A probationary period is a period of time when an employee is first employed, during which either party may terminate the employment relationship for any reason. The purpose of a probationary period is for both parties to decide whether the employee is suited to the position and/or the company.
Under previous legislation an employee who had “passed” their probationary period was automatically protected from unfair dismissal.. Under current legislation that it is no longer the case, making the probationary period a source of much confusion in the context of unfair dismissal legislation.
The Fair Work Act now refers to the relevant ‘minimum employment period’ for the purposes of determining whether an employee is eligible to make an unfair dismissal claim. The ‘minimum employment period’ is either:
6 months – for an employer that employs morethan 15 employees
12 months – for an employer that employs less than 15 employees
This means that an employee is exempt from making an unfair dismissal claim if their employment is terminated during the minimum employment period, regardless of whether they have completed a probationary period or not.

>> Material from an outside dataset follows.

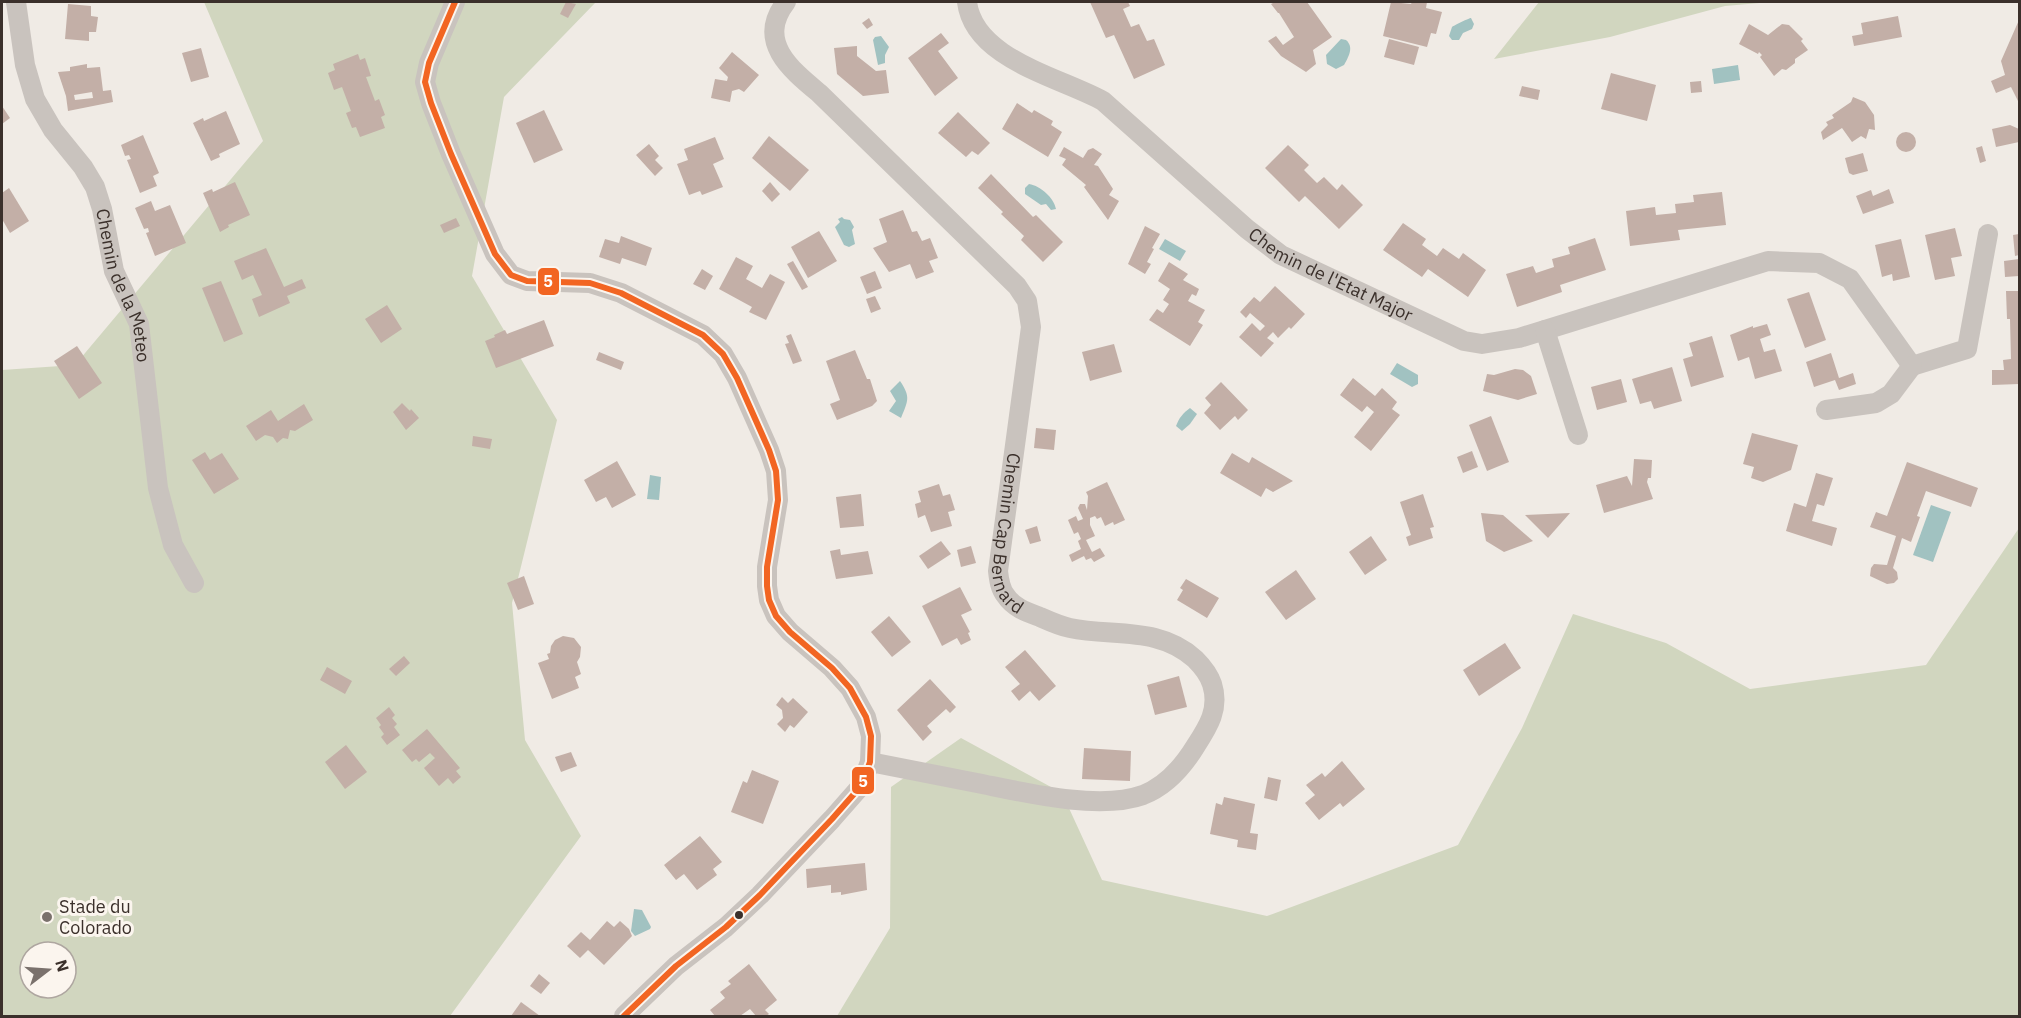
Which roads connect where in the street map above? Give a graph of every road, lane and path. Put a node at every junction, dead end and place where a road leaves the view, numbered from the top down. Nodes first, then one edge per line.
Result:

For example, an employee who has passed a pre determined 3 month probationary period, but not yet completed six months minimum employment with his or her employer, is not able to claim unfair dismissal. It does not matter that they have passed their probation – because they have not yet met the ‘minimum employment period’.
So what is the point of a probationary period? These days they are considered appropriate as part of an employee’s induction into the workplace and best practice human resource management. However, there is no practical effect of a probationary period with respect to the unfair dismissal laws under the Fair Work Act.